I want to see the veteran succeed, I want to help him put one foot in front of the other.  But I don't want to be the "Civilian who doesn't know jack."  There is no possible way for me to ever understand what this guy has been through.  I can only comprehend him as he is now.  A combat veteran with PTSD who is trying to move forward in his life.  Do I act as things are just as they would be during a normal day at the shop?  That might be considered as ignoring reality.  Do I recognize his disorder?  That may come across as giving special treatment.  Do I ignore it completely because it's only a professional situation?  That would be heartless.  To any veteran reading this, I know this next statement will sound quite vain but I do have some understanding of what you've been through.  Yeah, I know.  I'm full of shit.  But please, let me explain my position.

My fourth (and fifth) grade teacher was a Vietnam veteran.  A Marine machine gunner.  When I was in fifth grade (roughly, my memory isn't that great these days) he went to visit the recently opened Vietnam War Memorial.  When I had him in fourth grade he hadn't quite come to terms with Vietnam.  A year later, after visiting the memorial, he was noticeably different.  I remember him sitting us down, as a class, after his return from the memorial, and having a brief Q&A session with us.  A bunch of fifth graders.  Only one question can I remember.  Stacy (she had a speech impediment, nice girl just the same) asked my teacher "S...s...sssooooo, did you shoot anybody?"  The first thing in my head was "NOOOOOOOO!!!!"  As a fifth grader, completely ignorant to the ways of the real world, I knew that the question Stacy asked was totally inappropriate.  My teacher, winning even more of my respect, politely declined to answer that question and moved on.  He told us about the trouble he had adjusting back to the "real world", couldn't sleep on a bed for months, loud noises made him duck etc.  Heck, he even showed me how to roll up the sleeves on my shirts in proper Marine fashion.  I will never forget him as a teacher, as a man, as a veteran and as a role model.  I'm extremely fortunate to have had him as a teacher for not just one year, but two!  My understanding of what war does to people started at those moments.  My Dad and his Brother were in the USN from '55 to '59, my Uncle Bob was a WWII Marine veteran, Uncle Mike served in the medical Corps during Vietnam (became a successful pathologist post-war), 'Ol Rob from the courier company was a vet of the USAF and USN, the courier company was full of Korean, Vietnam and Gulf war vets.  One of my close friends from my school days did a few tours in Iraq-istan.  The books I prefer to read are soldiers' memoirs.  The big picture doesn't interest me.  I want to know more of what the individual goes through.  I've know from an early age that war isn't a game.  My time in the fife and drum corps placed me at more Memorial Day services than most people (aside from the vets themselves) could imagine.
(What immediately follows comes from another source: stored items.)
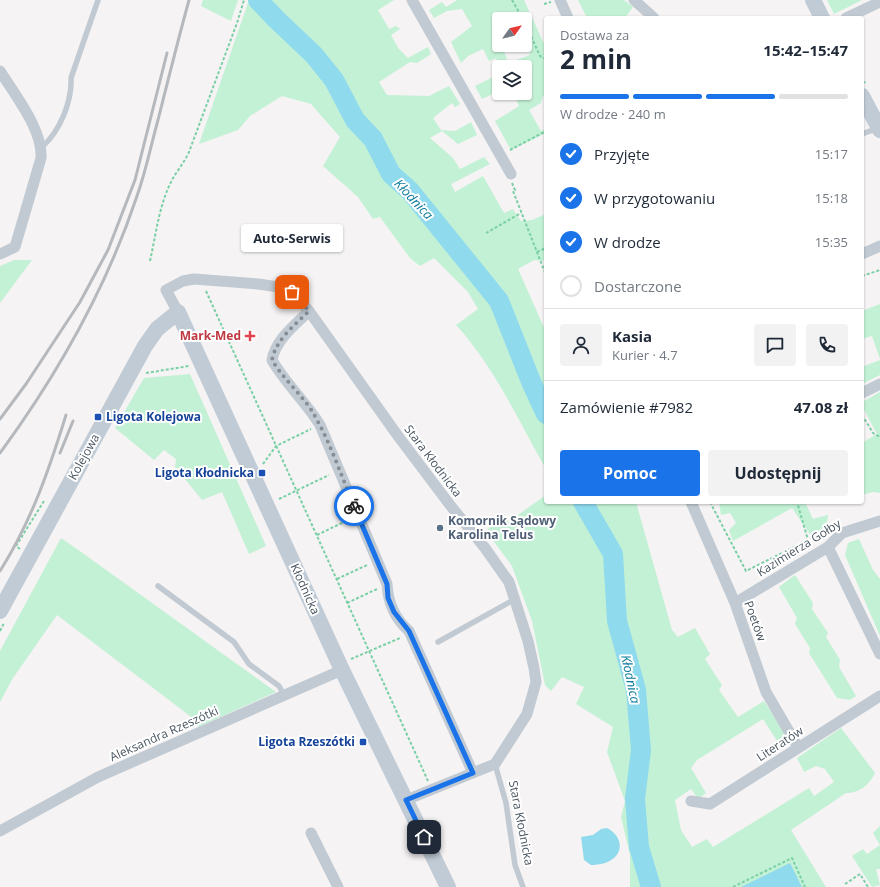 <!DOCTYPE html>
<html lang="pl">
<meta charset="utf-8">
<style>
:root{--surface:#fff;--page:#f2f2f3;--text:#1f2937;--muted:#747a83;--line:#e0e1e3;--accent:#1a73e8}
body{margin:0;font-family:"Open Sans",sans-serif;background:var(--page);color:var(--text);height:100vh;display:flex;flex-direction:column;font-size:15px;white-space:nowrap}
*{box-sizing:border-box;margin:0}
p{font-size:13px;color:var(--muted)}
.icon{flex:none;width:22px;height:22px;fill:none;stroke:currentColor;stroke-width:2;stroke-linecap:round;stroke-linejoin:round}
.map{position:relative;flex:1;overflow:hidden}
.drawer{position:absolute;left:544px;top:16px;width:320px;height:488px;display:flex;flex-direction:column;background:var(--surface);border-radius:4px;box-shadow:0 1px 3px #0004}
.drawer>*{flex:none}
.needle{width:26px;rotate:56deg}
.controls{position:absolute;left:492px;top:12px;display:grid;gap:8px}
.controls a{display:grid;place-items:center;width:40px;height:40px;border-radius:4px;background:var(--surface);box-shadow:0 1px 3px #0004;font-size:20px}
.pin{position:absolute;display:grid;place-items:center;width:34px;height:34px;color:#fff;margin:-17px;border-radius:8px;box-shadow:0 2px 6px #0006}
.courier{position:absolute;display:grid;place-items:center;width:40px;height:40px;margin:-20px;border:3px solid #1a73e8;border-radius:50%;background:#fff;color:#222;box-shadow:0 1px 5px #0007}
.bubble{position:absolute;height:28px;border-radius:4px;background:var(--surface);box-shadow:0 1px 3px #0004;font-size:13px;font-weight:700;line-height:28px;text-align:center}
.headline em{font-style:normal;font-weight:700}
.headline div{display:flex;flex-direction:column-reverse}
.headline{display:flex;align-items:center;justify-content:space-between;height:68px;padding:0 16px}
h1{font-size:26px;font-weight:700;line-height:30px}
.bar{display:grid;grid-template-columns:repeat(4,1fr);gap:6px 4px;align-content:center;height:48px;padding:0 16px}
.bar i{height:5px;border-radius:3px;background:var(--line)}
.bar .current{background:var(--accent)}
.bar p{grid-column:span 4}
.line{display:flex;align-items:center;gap:10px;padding:0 16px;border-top:1px solid var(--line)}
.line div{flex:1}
.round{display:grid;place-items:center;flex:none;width:42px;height:42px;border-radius:4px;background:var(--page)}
ol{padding:0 16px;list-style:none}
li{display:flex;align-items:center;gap:12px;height:44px}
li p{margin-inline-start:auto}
li .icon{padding:4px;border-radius:50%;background:var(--accent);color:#fff;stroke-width:4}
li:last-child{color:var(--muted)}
li i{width:22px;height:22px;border:2px solid var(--line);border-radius:50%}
.primary-button{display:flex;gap:8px;margin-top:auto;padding:8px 16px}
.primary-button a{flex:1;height:46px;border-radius:4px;background:var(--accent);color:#fff;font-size:16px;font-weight:700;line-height:46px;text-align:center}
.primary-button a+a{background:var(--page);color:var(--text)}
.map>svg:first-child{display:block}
</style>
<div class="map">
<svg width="880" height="887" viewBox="0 0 880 887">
<rect width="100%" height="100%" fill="#f5f3f3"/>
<!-- green -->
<path fill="#c3f1d5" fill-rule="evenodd" d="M203,0H238L231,21L201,6Z
M249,0H394L378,10L389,29L396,26L400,29L391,35L399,49L408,58L428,47L431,54L417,63L410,62L379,82L387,95L429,96L449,86L460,104L455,107L452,103L433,118L441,130L455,131L471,122L477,135L458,144L442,131L430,138L453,158L460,169L484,157L490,164L451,184L455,192L483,176L504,213L513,209L521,221L532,220L546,214V261L534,260L518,269L546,332V469C518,420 494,366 456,325L478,309L468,292L434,258L420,266L410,258L380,217L373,219L358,197L323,166L340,137L311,104L282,96L250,116L238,130L199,144Z
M457,0H524L546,48V95L543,96L541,103L529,110L541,131L546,129V133L511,150L495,121L519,106L516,99L518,96L517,93H525V67H501L496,58L489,61L483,49L468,56L461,63L451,42L472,26L462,9L447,11L434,18L429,10L442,2L446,7ZM499,19H525V40L530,55L508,63L502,45H499Z
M578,0H624L633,7L625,18H587Z
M827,0H862L834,14Z
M499,74V91L482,99L475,86Z
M14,260H32L0,303V266Z
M880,304V359L872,336L862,339V311Z
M880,360V375L862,384V367Z
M190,374L266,546L249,554L222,492L202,500L175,467L176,459L164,450L154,460L115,428L144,378Z
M880,392V493L873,492L862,495V443L877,434L862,406L864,401Z
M546,495V502H636L672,630L678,637L695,628L710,654L705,659L722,685L719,690L738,717L764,701L787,737L779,744L763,719L697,760L691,768L706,793L698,799L691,789L675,800L681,830L692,847L707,839L713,847L809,788L814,796L834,782L825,769L816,766L804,772L797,758L841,728L875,773C869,785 860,793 846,793L791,830L826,887H630V855L621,817L625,801L607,752L613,727L576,704L584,687L562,677L551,691L545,685L532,621L512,566L486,531L504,515L508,522Z
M719,502H805L813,519L828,515L826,532L812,537L792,508L733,541L729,530L736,523L730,513L721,515Z
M61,538L77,549L276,692L198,727L190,716L57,615L13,678L0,702V651Z
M859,539L873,570L880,579V636L845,555L848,543Z
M795,575L813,603L812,609L828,633L826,637L840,660L839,667L856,696L850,700L837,698L809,653L810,648L795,624L797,618L779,587Z
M880,826V869H876L880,885L872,887L852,856L863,849L867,854L880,845L873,833Z"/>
<!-- water -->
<path fill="#90daee" d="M607,828C618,833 625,847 615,857C609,863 600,865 591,865L584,860L581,837L593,835L601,829Z
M790,863L802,887H741Z"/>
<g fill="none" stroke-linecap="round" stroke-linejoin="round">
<!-- river -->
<path stroke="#90daee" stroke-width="20" d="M258,0L276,19L314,55L334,80L355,120L373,139L391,174L410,191L499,301L532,384L546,414
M583,502L613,554L617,621L636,690L641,750L635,799L639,847L651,887"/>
<!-- path -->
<path stroke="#7ad0a6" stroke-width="2" stroke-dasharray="3 2" stroke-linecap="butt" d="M512,0L523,19
M544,4L551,2
M525,23L540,56L546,59
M862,77L865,83
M510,150L546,131
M512,183L515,190L513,191L546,275
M486,233L521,213
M537,252L546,248
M150,261C156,234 159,206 171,182C176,172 184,163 189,152L237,23L244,0
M862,276L880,270
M206,291L428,781
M146,373L189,366
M862,415L873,433L880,437
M263,464L276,446L311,429
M279,499L329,475
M710,502L746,571L808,540L797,502
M317,535L348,520
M20,549L16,546L44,501
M337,579L367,565
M347,603L377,589
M0,631L4,623
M351,659L400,638
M845,884L860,874L868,887
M733,887L792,858L805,887"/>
<!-- lane -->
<path stroke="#c1cad2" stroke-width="5.5" d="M862,134L878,128
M42,147C60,131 72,102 71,78L98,0
M158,586L234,642L249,664L279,686L284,695
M438,642L515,599
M495,764L506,803L515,865L523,887"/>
<!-- street -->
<path stroke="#c1cad2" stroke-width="11" d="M412,0L511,174
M560,0L568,18
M634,0L654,18
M846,18L880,2
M0,71C15,95 43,130 41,158L15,247L0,254
M862,254L880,246
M309,311C295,325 276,339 272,360C285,383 306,402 320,425L387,584C388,603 394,618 409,631L473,773
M178,312L166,290L183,281L194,279L258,284L279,287L292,291L309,311L398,436L450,505L485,548L509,582L528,641L534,668L536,682L527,714L495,764L406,800
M862,393L880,384
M691,502L735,603L766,692L798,747
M828,547L880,654
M735,603L828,547L842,533L880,521
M691,801L710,804L880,696
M0,831L98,777L342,670
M311,833L338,887"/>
<!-- secondary -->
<path stroke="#c1cbd6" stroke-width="16" d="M813,0L822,18
M862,96L880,130
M0,611L145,346L157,329L178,312L342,670L448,887"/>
<!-- rail -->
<path stroke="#b5b8bd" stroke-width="3" d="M0,419L26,384L80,302L108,250L135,180L167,53
M0,453C58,374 106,289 137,196C146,171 151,145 158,120C168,80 178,40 189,0
M60,453L73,421
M0,571C31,522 49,470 66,415"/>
</g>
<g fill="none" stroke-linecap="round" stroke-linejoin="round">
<!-- done -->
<path stroke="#868d94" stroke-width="4" stroke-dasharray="0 7.2" d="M292,292L309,311C295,325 276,339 272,360C282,377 298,391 310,408C329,438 340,473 354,506"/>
<!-- route -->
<path stroke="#1a73e8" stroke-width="5" d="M354,506L387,584L388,598L394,612L409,631L473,773L406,800L424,837"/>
</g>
<!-- markers -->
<path fill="#e0444e" stroke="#fff" stroke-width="1.5" d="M248 330h4v4h4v4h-4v4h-4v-4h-4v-4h4z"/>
<g fill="#1a4fb4" stroke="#fff" stroke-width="1.5">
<rect x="94" y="413" width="8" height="8" rx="2"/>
<rect x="258" y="469" width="8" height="8" rx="2"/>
<rect x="359" y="738" width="8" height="8" rx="2"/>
</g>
<circle fill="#5c6f8a" stroke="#fff" stroke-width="1.5" cx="440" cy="528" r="4"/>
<g text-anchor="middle" stroke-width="4" stroke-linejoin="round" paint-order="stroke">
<!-- health labels -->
<g font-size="12" font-weight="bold" fill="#be3a42" stroke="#fff" text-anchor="end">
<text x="241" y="340">Mark-Med</text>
</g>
<!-- transit labels -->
<g font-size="12" font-weight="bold" fill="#164399" stroke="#fff" text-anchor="end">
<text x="106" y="421" text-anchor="start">Ligota Kolejowa</text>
<text x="254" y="477">Ligota Kłodnicka</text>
<text x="355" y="746">Ligota Rzeszótki</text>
</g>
<!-- street labels -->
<g font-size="12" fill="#4a5661" stroke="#fff">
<text transform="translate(84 457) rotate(-61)" y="4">Kolejowa</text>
<text transform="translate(433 461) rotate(53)" y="4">Stara Kłodnicka</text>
<text transform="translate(799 548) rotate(-32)" y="4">Kazimierza Gołby</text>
<text transform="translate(305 589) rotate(66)" y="4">Kłodnicka</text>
<text transform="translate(755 621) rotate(70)" y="4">Poetów</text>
<text transform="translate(164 734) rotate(-24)" y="4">Aleksandra Rzeszótki</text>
<text transform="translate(780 744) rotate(-33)" y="4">Literatów</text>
<text transform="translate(521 823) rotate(79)" y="4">Stara Kłodnicka</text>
</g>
<!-- service labels -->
<g font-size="12" font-weight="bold" fill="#4e5e75" stroke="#fff" text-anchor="start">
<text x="448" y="525">Komornik Sądowy<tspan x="448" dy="14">Karolina Telus</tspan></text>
</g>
<!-- water labels -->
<g font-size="13" font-style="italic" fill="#0c7c9b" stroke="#fff">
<text transform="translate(414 199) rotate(47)" y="5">Kłodnica</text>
<text transform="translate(631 679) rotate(78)" y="5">Kłodnica</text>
</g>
</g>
</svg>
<div class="controls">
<a><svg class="needle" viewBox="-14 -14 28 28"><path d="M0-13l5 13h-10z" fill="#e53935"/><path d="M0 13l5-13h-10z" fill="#747a83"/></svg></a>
<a><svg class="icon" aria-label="layers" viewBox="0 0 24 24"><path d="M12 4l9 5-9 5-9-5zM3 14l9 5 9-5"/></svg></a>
</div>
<div class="pin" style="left:292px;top:292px;background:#ea580c"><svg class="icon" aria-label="bag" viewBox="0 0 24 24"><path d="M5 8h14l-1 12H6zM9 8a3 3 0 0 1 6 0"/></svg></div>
<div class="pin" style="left:424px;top:837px;background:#1f2937"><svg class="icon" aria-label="home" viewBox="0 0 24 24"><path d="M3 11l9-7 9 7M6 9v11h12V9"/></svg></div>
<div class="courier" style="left:354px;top:506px"><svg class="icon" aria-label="bike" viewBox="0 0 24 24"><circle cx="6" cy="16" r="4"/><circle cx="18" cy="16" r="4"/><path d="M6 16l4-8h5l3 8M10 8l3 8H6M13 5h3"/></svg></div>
<div class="bubble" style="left:241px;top:224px;width:102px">Auto-Serwis</div>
<section class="drawer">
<div class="headline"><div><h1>2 min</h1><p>Dostawa za</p></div><em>15:42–15:47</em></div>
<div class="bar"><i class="current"></i><i class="current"></i><i class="current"></i><i></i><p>W drodze · 240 m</p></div>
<ol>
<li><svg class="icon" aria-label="check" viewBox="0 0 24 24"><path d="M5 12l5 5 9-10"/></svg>Przyjęte<p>15:17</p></li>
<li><svg class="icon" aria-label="check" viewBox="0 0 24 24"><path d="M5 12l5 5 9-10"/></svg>W przygotowaniu<p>15:18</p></li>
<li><svg class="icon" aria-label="check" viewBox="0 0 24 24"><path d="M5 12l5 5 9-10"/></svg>W drodze<p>15:35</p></li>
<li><i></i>Dostarczone</li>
</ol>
<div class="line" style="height:72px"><a class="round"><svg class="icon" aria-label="person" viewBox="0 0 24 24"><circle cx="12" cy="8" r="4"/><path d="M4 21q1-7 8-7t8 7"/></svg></a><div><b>Kasia</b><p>Kurier · 4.7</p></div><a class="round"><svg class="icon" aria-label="chat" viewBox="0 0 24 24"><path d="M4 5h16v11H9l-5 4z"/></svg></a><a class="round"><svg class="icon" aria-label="phone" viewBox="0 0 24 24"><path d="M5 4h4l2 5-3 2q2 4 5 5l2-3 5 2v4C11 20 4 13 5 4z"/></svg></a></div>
<div class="line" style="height:52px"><div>Zamówienie #7982</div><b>47.08 zł</b></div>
<div class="primary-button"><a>Pomoc</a><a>Udostępnij</a></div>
</section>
</div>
It left a big impression on me.  I suppose the Fife and Drum Corps putting me in such close contact with so many veterans during my early years gave me a better appreciation of those people than most folks would get.
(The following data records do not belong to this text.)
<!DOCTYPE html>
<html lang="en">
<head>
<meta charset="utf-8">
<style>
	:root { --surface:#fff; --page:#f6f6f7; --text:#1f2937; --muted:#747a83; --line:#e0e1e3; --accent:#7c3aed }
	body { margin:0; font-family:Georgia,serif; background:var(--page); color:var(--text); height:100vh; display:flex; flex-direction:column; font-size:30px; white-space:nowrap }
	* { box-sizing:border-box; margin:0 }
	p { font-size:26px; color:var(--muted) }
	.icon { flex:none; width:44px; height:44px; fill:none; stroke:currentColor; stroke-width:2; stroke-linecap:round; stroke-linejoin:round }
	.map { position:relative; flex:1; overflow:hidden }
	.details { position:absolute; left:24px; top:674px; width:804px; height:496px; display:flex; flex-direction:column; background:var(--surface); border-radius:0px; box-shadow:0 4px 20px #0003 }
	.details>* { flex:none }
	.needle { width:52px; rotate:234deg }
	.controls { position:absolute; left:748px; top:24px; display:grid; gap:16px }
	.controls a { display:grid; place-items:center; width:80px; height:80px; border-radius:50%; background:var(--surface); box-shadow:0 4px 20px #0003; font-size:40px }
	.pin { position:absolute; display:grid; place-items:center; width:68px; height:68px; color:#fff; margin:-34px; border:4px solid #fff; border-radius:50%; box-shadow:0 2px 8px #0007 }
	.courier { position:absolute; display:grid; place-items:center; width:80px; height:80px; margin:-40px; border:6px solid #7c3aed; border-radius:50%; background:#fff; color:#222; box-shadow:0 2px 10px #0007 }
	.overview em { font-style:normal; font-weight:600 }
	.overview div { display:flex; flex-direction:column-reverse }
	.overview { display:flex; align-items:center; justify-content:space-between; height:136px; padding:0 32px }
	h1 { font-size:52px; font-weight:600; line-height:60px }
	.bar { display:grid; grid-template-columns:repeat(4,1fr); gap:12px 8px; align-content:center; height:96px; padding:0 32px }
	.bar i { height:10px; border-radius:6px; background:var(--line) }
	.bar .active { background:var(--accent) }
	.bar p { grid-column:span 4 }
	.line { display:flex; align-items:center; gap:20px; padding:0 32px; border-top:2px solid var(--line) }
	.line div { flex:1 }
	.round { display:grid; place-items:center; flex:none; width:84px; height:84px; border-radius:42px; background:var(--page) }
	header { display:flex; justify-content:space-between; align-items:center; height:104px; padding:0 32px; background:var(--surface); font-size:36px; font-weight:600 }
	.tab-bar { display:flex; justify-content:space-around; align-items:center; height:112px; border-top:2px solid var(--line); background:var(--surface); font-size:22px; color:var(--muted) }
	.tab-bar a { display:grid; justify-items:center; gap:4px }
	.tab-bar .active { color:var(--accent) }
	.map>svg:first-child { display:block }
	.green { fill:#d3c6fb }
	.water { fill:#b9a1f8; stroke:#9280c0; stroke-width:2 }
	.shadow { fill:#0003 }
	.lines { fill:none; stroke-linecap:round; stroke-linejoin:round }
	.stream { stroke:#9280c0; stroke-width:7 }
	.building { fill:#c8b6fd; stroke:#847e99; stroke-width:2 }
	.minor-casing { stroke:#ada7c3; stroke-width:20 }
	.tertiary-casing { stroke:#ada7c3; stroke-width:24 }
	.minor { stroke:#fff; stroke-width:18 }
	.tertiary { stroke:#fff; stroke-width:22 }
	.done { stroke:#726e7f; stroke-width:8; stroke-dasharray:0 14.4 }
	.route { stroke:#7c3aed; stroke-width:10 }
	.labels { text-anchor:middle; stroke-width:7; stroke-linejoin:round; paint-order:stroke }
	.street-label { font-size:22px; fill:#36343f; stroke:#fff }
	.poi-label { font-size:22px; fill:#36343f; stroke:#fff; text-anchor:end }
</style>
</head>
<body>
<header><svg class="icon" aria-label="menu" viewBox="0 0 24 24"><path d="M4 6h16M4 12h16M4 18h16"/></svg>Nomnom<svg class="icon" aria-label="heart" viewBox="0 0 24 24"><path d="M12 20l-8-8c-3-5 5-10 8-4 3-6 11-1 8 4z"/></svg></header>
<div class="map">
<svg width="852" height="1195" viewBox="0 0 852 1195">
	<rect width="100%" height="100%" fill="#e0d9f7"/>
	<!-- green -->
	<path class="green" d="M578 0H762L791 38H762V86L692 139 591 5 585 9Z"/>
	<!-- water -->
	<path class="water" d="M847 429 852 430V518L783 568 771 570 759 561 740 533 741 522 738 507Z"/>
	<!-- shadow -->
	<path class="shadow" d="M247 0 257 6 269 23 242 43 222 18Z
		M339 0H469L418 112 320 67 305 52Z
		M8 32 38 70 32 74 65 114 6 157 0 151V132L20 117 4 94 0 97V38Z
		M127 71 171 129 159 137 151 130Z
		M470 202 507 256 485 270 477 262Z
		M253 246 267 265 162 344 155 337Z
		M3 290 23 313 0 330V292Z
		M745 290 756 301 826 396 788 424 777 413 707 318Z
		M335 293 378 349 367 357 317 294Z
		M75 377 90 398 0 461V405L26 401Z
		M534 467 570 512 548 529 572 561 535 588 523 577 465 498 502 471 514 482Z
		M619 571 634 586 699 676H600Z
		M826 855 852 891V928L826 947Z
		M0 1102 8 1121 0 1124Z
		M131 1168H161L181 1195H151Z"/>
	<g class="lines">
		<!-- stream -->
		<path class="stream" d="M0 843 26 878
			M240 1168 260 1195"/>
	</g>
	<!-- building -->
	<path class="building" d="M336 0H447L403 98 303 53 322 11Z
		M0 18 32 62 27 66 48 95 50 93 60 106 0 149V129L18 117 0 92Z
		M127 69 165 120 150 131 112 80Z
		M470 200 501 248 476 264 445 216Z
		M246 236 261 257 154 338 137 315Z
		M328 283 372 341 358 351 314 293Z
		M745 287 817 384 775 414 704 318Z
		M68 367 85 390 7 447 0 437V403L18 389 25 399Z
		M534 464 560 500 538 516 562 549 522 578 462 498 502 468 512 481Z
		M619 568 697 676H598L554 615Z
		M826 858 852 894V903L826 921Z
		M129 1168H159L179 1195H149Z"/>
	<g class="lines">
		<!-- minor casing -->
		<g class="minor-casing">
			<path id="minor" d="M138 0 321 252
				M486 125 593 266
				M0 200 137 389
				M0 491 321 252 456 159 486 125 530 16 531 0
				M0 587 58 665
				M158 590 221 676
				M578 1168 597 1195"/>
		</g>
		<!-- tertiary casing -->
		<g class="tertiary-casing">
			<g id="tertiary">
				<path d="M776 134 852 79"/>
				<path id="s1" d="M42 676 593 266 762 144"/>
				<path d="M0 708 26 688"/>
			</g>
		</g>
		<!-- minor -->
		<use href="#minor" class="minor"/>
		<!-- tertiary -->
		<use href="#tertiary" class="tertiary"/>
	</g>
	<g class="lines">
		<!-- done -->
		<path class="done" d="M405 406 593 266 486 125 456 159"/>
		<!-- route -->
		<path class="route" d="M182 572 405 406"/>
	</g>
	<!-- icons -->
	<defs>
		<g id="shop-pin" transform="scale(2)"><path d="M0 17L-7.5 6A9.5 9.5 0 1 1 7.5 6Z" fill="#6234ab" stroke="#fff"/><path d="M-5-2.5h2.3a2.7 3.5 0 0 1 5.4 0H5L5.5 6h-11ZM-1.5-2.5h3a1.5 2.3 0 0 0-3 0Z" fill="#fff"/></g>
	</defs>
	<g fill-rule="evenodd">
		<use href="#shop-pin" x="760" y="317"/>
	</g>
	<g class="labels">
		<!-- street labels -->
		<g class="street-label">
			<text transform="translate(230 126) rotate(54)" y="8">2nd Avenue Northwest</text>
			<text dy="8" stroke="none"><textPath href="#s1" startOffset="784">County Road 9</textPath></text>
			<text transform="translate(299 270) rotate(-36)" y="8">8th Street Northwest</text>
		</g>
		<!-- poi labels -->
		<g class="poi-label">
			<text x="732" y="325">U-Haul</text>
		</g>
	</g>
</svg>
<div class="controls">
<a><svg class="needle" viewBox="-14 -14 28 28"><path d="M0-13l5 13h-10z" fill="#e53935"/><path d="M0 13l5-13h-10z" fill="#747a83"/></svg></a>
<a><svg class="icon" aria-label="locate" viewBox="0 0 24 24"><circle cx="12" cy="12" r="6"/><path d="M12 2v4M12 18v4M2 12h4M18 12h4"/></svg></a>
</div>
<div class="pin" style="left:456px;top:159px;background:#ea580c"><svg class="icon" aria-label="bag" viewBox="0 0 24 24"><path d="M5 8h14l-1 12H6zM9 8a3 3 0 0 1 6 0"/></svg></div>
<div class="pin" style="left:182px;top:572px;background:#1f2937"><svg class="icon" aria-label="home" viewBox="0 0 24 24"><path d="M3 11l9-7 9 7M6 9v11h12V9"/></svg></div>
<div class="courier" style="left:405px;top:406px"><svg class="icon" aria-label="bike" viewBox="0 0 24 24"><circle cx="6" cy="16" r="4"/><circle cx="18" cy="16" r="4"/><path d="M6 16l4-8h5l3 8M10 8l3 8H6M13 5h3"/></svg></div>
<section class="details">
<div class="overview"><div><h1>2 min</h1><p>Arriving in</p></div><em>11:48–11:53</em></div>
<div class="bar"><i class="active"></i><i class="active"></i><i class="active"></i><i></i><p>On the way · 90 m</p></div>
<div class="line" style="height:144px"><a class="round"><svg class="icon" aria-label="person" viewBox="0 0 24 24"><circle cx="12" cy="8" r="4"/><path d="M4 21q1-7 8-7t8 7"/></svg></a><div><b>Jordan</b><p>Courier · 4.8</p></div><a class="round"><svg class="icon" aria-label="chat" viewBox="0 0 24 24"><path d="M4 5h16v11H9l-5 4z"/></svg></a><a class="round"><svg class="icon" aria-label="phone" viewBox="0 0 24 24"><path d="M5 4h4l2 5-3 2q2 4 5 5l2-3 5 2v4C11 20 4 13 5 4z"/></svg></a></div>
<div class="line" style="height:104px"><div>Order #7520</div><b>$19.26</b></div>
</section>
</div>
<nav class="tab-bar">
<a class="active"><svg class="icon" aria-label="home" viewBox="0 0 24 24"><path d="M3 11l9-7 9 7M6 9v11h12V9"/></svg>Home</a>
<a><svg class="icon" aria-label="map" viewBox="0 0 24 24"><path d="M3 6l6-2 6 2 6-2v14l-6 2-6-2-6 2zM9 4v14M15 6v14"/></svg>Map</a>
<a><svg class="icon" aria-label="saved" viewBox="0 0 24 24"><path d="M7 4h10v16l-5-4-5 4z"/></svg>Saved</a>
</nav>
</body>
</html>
How would I convey this information to the newest of my coworkers?  How do I convey that I have some inkling as to what he's dealing with without coming across as some "armchair general" type of dick?  How do I express my gratitude for what he has done for me and my country without sounding like some "Tie a yellow ribbon 'round the 'ol oak tree" kind of chump?  How do I take everything I've already mentioned into consideration while still trying to seem "normal" and help him succeed with his career?  I'm faced with a challenge that I don't know how to address.  Frankly speaking, I'm scared.

With every new mechanic that has come into the shop after me, I've tried to do my best to help them succeed.  I feel that it's every "old timer's" duty to take the new guys under their wings and help them move forward.  But, this vet is unfamiliar territory to me.  I'll do my best to help him along.  I just hope I don't fail.